Effects of acute controlled changes in end-tidal carbon dioxide on the diameter of the optic nerve sheath: a transorbital ultrasonographic study in healthy volunteers
Transorbital ultrasonographic measurement of the diameter of the optic nerve sheath is a non-invasive, bed-side examination for detecting raised intracranial pressure. However, the ability of the optic nerve sheath diameter to predict acute changes in intracranial pressures remains unknown. The aim of this study was to examine the dynamic changes of the optic nerve sheath diameter in response to mild fluctuations in cerebral blood volume induced by changes in end-tidal carbon dioxide. We studied 11 healthy volunteers. End-tidal carbon dioxide was controlled by a model-based prospective end-tidal targeting system (RespirAct™). The volunteers' end-tidal carbon dioxide was targeted and maintained for 10 min each at normocapnia (baseline); hypercapnia (6.5 kPa); normocapnia (baseline 1); hypocapnia (3.9 kPa) and on return to normocapnia (baseline 2). A single investigator repeatedly measured the optic nerve sheath diameter for 10 min at each level of carbon dioxide.
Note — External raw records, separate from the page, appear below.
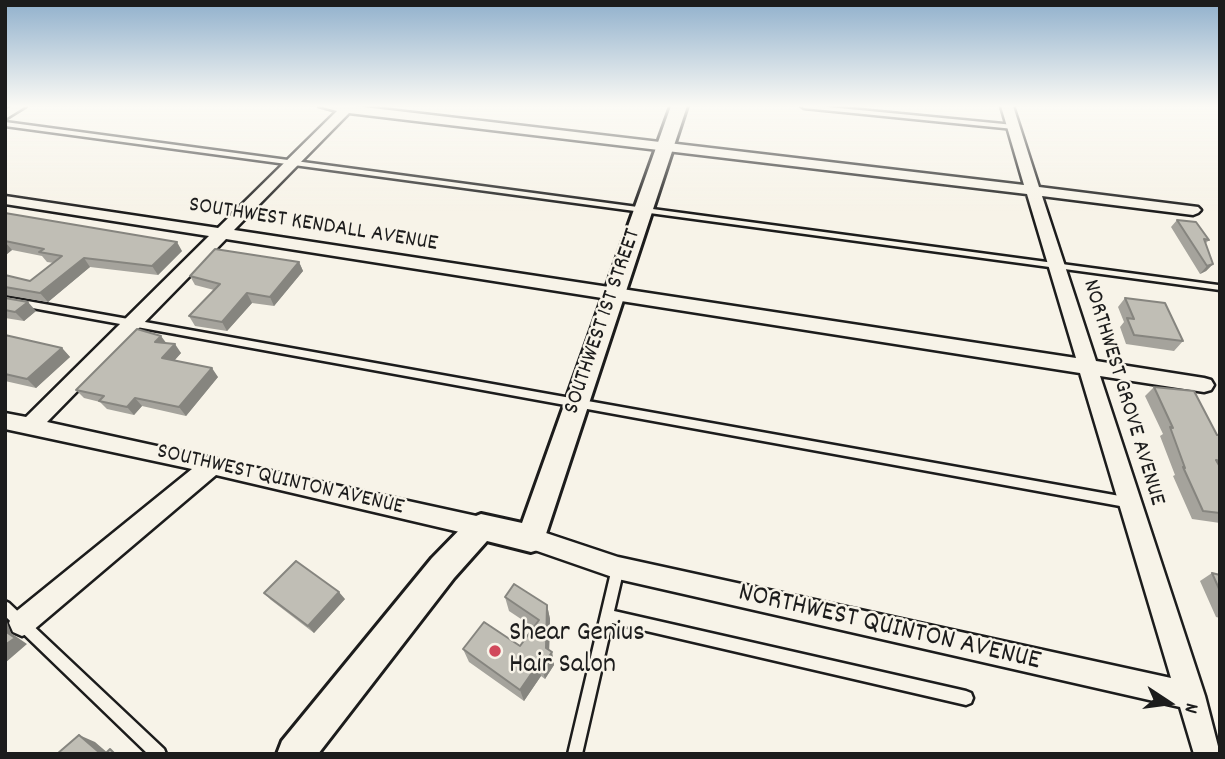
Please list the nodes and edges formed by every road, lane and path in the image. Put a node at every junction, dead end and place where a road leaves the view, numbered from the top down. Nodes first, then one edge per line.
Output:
1 (137, 141) edge
2 (314, 141) edge
3 (635, 141) edge
4 (666, 141) edge
5 (1019, 141) edge
6 (665, 145) junction
7 (293, 162) junction
8 (1034, 190) junction
9 (5, 200) edge
10 (643, 208) junction
11 (1193, 210) dead end
12 (220, 234) junction
13 (1056, 265) junction
14 (1218, 288) dead end
15 (613, 295) junction
16 (5, 300) edge
17 (132, 323) junction
18 (1088, 368) junction
19 (1205, 386) dead end
20 (576, 405) junction
21 (5, 421) edge
22 (29, 427) junction
23 (213, 465) junction
24 (1131, 503) junction
25 (481, 527) junction
26 (531, 539) junction
27 (618, 568) junction
28 (14, 615) edge
29 (606, 615) junction
30 (1191, 695) junction
31 (965, 698) dead end
32 (159, 754) edge
33 (295, 754) edge
34 (575, 754) edge
35 (1208, 754) edge

1 - 7 lane
2 - 7 street
3 - 6 street
4 - 6 street, SOUTHWEST 1ST STREET
5 - 8 street, NORTHWEST GROVE AVENUE
6 - 8 street
6 - 10 street, SOUTHWEST 1ST STREET
7 - 10 lane
7 - 12 street
8 - 11 street
8 - 13 street, NORTHWEST GROVE AVENUE
9 - 12 street, SOUTHWEST KENDALL AVENUE
10 - 13 lane
10 - 15 street, SOUTHWEST 1ST STREET
12 - 15 street, SOUTHWEST KENDALL AVENUE
12 - 17 street
13 - 14 lane
13 - 18 street, NORTHWEST GROVE AVENUE
15 - 18 street, SOUTHWEST KENDALL AVENUE
15 - 20 street, SOUTHWEST 1ST STREET
16 - 17 lane
17 - 20 lane
17 - 22 street
18 - 19 street, SOUTHWEST KENDALL AVENUE
18 - 24 street, NORTHWEST GROVE AVENUE
20 - 24 lane
20 - 26 street, SOUTHWEST 1ST STREET
21 - 22 street, SOUTHWEST QUINTON AVENUE
22 - 23 street, SOUTHWEST QUINTON AVENUE
23 - 25 street, SOUTHWEST QUINTON AVENUE
23 - 28 street
24 - 30 street, NORTHWEST GROVE AVENUE
25 - 26 street, SOUTHWEST QUINTON AVENUE
25 - 33 street
26 - 27 street, NORTHWEST QUINTON AVENUE
27 - 29 lane
27 - 30 street, NORTHWEST QUINTON AVENUE
28 - 32 lane
29 - 31 lane
29 - 34 lane
30 - 35 street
With hypercapnia, there was a significant increase in optic nerve sheath diameter, with a mean (SD) increase from baseline 4.2 (0.7) mm to 4.8 (0.8) mm; p < 0.001. On return to normocapnia, the optic nerve sheath diameter rapidly reverted back to baseline values. This study confirms dynamic changes in the optic nerve sheath diameter with corresponding changes in carbon dioxide, and their reversibly with normocapnia.